Santé. Comment attirer les médecins
Face à l’accroissement des déserts médicaux, une étude a analysé et croisé les stratégies internationales et propose d’en adapter certaines mesures.
Les déserts médicaux gagnent du terrain. La pandémie n’a fait qu’accentuer ce constat, alors que l’évolution de la démographie médicale en France accroît, année après année, les déséquilibres. Comment renverser la tendance et attirer de nouveaux médecins généralistes dans ces zones ? Le problème n’a rien d’hexagonal. Et c’est peut-être de l’international que viendra la solution. Comme l’attestent les différents rapports de l’Organisation mondiale de la santé, de l’Organisation de coopération et de développement économiques ou de la Commission européenne, quels que soient les pays, il est toujours plus difficile de se soigner dans les zones rurales ou les zones urbaines défavorisées. La direction de la recherche, des études, de l’évaluation et des statistiques (Drees) s’est donc penchée sur le sujet en regardant ailleurs : les États-Unis, l’Australie et le Canada, les pays nordiques, la Grande-Bretagne… Des stratégies ont été dégagées de l’international pour être analysées et passées au crible français.
L’argent, un levier secondaire
L’argent serait-il l’outil le plus incitatif pour faire déménager les praticiens ? C’est souvent l’argument utilisé pour rééquilibrer la répartition géographique. Ce levier, pourtant, serait secondaire. La rémunération ne constitue pas une motivation suffisante pour compenser des journées à rallonge, la charge de travail, les trajets étendus dans ces zones dépeuplées… De même pour les incitations envers les étudiants : « Les dispositifs de soutien financier aux étudiants en contrepartie d’engagements de service permettent en général d’accroître l’offre à court terme mais avec des résultats discutables à plus long terme », constate l’étude de la Drees. D’autres facteurs bien plus mobilisateurs entrent en jeu, « les liens qu’on peut avoir avec ce type de territoire, parce qu’on y a grandi ou qu’on y a des attaches familiales ou amicales, le souhait d’exercer la médecine de famille ».

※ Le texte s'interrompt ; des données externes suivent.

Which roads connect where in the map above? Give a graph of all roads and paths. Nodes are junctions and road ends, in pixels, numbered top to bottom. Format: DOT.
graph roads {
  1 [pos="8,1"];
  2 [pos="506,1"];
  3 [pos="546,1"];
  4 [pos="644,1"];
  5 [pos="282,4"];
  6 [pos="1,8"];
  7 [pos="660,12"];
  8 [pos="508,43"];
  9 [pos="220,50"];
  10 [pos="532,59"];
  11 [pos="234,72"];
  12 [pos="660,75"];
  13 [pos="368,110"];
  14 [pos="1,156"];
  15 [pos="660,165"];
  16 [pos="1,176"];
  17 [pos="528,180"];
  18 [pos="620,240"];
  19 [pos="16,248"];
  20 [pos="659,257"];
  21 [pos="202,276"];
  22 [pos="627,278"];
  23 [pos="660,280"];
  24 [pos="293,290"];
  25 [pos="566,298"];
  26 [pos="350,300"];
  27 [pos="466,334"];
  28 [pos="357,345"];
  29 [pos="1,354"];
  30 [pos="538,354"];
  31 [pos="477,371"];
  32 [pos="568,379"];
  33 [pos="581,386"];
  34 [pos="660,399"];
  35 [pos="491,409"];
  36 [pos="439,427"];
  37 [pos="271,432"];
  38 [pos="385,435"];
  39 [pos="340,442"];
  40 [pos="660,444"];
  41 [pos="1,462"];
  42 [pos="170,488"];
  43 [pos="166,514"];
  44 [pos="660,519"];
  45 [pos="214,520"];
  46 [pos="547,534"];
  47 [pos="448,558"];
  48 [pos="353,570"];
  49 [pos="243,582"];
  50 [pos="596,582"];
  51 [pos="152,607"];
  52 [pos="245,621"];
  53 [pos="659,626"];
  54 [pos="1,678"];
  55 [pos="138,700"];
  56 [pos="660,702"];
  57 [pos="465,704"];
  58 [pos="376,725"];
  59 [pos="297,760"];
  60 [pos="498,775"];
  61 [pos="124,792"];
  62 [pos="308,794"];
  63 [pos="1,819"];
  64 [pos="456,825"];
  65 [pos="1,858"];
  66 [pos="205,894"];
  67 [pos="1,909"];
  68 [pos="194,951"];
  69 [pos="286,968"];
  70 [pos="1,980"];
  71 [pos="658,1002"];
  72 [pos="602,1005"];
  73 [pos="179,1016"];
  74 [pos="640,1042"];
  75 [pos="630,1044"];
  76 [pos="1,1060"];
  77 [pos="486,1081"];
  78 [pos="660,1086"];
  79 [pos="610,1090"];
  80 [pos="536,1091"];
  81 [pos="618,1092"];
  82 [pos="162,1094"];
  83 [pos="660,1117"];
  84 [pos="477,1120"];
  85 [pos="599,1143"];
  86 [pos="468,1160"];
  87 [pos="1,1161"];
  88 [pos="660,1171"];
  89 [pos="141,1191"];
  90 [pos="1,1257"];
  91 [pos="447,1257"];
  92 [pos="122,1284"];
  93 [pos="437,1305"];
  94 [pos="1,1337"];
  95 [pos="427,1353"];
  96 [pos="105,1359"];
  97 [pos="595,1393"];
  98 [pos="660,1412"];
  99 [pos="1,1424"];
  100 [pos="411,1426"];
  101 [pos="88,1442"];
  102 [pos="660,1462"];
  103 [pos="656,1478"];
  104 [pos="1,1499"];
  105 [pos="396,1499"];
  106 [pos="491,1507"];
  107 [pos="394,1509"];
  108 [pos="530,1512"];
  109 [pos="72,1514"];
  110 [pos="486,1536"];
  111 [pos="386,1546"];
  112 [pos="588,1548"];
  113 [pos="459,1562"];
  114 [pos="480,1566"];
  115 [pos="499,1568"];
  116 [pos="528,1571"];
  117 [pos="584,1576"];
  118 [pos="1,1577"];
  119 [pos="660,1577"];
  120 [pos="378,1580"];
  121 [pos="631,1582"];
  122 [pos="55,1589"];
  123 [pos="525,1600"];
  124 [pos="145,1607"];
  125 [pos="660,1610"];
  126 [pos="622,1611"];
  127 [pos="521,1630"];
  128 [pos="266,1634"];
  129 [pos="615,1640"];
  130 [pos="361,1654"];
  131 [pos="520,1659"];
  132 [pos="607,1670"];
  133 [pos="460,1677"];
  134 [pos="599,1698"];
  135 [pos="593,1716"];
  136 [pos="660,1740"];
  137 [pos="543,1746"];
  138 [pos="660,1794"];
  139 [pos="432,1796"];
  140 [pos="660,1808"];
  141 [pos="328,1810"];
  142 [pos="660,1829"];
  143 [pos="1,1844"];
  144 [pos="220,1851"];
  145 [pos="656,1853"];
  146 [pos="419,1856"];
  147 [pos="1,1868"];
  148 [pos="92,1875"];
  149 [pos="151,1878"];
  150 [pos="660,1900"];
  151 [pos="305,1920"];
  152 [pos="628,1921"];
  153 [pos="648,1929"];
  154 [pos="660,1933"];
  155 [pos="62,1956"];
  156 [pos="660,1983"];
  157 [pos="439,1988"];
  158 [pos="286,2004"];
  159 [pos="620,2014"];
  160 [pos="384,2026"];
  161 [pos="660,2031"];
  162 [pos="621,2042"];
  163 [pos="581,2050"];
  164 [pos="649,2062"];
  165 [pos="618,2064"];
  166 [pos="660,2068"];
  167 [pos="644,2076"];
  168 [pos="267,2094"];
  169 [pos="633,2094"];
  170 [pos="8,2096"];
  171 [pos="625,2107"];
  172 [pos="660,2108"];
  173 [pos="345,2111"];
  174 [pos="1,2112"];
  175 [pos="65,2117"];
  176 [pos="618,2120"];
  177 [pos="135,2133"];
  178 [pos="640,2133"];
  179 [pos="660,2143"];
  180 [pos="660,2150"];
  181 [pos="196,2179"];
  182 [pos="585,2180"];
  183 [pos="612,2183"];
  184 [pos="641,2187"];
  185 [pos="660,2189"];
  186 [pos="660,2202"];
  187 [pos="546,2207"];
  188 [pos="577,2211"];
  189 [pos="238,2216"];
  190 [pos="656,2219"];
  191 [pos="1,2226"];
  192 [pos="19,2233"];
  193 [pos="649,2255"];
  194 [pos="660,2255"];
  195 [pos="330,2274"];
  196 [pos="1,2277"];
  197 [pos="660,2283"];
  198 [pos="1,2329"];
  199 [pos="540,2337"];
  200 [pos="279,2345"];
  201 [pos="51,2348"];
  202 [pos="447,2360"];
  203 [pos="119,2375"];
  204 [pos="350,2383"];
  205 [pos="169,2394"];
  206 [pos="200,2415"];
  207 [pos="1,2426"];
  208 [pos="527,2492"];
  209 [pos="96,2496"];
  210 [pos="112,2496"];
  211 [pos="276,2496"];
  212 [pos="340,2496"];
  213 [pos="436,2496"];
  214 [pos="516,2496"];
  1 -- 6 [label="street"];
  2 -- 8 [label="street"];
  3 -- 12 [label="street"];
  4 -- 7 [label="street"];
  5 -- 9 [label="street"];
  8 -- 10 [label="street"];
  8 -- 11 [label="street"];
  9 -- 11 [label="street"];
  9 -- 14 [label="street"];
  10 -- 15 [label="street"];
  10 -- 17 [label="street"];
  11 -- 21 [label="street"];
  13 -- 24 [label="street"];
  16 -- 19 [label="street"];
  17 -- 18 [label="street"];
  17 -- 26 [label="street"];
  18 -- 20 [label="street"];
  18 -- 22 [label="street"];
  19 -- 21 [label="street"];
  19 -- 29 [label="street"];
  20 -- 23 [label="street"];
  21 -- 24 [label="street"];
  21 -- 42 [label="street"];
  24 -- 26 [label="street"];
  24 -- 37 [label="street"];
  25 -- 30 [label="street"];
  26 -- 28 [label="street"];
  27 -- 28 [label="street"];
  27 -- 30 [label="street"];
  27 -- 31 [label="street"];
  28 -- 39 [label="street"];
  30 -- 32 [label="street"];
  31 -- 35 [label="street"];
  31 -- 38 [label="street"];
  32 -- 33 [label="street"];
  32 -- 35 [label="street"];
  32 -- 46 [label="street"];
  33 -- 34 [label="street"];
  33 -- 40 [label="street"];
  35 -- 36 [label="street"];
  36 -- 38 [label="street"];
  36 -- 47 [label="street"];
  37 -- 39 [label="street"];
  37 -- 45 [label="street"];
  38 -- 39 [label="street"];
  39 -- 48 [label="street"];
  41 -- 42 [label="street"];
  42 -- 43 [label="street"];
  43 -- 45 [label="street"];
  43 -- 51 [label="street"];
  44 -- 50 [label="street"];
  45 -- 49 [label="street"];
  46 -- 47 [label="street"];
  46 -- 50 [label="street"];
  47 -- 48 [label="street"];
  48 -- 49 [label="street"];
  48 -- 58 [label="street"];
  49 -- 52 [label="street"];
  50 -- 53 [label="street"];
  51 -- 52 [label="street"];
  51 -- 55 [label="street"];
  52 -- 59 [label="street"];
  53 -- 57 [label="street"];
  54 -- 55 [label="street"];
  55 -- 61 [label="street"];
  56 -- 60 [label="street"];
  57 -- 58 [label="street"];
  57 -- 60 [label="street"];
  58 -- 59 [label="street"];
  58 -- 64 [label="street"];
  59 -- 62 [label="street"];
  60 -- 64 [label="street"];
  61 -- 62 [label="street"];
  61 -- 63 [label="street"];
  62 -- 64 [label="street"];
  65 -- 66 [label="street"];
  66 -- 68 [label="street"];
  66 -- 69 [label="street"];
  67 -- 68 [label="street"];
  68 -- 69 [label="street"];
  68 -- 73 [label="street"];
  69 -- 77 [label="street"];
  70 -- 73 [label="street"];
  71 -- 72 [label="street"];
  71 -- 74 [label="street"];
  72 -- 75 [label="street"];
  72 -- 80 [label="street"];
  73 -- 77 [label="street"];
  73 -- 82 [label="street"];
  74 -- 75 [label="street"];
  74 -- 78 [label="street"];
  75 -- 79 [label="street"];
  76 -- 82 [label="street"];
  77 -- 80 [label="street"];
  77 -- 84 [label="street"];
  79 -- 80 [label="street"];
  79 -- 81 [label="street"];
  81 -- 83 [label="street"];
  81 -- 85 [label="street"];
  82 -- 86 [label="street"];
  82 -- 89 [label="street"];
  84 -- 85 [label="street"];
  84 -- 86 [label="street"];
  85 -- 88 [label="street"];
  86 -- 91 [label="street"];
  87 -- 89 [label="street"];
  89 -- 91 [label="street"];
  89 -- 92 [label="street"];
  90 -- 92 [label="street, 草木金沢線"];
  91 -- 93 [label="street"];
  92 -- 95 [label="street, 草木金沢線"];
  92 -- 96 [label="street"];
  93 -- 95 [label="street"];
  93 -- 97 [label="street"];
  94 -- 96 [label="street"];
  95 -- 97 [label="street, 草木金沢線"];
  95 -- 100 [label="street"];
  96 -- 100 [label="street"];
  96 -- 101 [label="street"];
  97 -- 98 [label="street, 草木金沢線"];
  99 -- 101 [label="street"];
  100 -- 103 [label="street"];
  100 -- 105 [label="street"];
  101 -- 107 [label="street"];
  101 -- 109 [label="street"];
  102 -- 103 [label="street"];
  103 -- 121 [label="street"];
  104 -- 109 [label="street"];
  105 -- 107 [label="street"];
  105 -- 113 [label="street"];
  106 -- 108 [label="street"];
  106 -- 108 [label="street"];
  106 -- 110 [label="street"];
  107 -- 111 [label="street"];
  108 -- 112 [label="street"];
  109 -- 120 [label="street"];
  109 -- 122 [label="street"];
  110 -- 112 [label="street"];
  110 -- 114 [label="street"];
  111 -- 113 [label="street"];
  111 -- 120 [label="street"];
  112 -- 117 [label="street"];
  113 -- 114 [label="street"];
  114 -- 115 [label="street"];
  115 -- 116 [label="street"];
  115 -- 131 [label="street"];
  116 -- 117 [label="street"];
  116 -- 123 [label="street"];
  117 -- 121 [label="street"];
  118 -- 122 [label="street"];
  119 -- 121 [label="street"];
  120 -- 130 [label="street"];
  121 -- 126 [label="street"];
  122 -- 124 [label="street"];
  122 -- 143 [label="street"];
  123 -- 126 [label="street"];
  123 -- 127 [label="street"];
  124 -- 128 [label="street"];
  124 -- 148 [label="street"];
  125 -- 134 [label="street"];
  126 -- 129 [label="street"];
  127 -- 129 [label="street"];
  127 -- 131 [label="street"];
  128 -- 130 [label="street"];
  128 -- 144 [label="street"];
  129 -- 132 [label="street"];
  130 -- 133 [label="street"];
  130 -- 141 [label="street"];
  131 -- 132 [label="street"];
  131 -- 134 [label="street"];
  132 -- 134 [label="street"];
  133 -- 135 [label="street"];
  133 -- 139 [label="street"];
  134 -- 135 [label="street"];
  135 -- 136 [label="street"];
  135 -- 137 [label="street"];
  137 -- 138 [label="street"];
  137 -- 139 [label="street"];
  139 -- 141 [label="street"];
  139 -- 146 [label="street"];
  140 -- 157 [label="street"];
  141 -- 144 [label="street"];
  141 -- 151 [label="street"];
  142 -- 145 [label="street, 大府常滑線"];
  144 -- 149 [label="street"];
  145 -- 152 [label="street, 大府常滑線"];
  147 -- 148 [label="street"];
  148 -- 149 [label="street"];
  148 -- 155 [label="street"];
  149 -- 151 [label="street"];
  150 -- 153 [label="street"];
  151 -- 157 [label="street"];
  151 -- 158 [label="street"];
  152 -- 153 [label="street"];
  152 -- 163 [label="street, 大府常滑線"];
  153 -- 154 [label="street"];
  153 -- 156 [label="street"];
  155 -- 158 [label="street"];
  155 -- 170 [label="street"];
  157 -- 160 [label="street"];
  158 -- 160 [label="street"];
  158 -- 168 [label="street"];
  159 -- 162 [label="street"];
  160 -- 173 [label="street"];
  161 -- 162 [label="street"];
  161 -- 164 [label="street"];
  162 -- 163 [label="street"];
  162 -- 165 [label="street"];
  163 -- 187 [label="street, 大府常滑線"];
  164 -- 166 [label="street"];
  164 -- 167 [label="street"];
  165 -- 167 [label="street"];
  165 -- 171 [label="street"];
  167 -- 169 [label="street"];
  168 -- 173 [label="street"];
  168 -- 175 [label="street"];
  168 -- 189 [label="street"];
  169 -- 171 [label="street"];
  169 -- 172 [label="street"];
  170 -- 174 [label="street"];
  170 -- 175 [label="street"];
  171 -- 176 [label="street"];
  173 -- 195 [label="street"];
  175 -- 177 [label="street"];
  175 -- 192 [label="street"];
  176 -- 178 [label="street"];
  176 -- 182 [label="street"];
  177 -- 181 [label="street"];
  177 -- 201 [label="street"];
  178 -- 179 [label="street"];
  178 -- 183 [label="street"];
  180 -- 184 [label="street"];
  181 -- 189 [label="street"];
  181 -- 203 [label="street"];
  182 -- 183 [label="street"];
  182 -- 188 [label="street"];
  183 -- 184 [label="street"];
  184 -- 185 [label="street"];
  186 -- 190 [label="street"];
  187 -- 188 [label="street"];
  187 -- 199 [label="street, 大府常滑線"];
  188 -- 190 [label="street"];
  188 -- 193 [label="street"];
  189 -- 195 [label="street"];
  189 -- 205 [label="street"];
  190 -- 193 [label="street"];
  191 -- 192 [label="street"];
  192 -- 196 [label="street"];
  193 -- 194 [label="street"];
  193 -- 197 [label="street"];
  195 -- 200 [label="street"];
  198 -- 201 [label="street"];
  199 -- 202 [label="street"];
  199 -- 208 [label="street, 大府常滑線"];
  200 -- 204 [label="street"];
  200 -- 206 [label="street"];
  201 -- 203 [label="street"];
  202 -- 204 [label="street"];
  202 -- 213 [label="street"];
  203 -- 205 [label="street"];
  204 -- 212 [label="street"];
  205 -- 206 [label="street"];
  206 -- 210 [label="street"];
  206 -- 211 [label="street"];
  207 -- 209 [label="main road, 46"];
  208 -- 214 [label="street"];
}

La formation initiale pourrait ainsi être la première piste fructueuse pour faire évoluer le paysage. La fin du numerus clausus en 2021 aurait pu jouer un rôle. Plus le nombre de médecins formés est important, plus les villes et zones urbaines denses vont être saturées, et entraîner un exode vers les campagnes moins pourvues. Dans les faits, cette mécanique ne fonctionne pas. En revanche, un constat américain pourrait encourager une autre méthode.
Marques de reconnaissance
Des études ont corrélé l’origine des médecins et leurs choix d’installation. Des formations décentralisées ont été mises en place, avec des sélections priorisant les étudiants issus de zones moins favorisées et en axant les cours sur un exercice en milieu rural (cours et lieux de stage spécifiques). Le développement en parallèle d’un soutien aux professionnels, le financement des remplacements, un accompagnement ont porté leurs fruits.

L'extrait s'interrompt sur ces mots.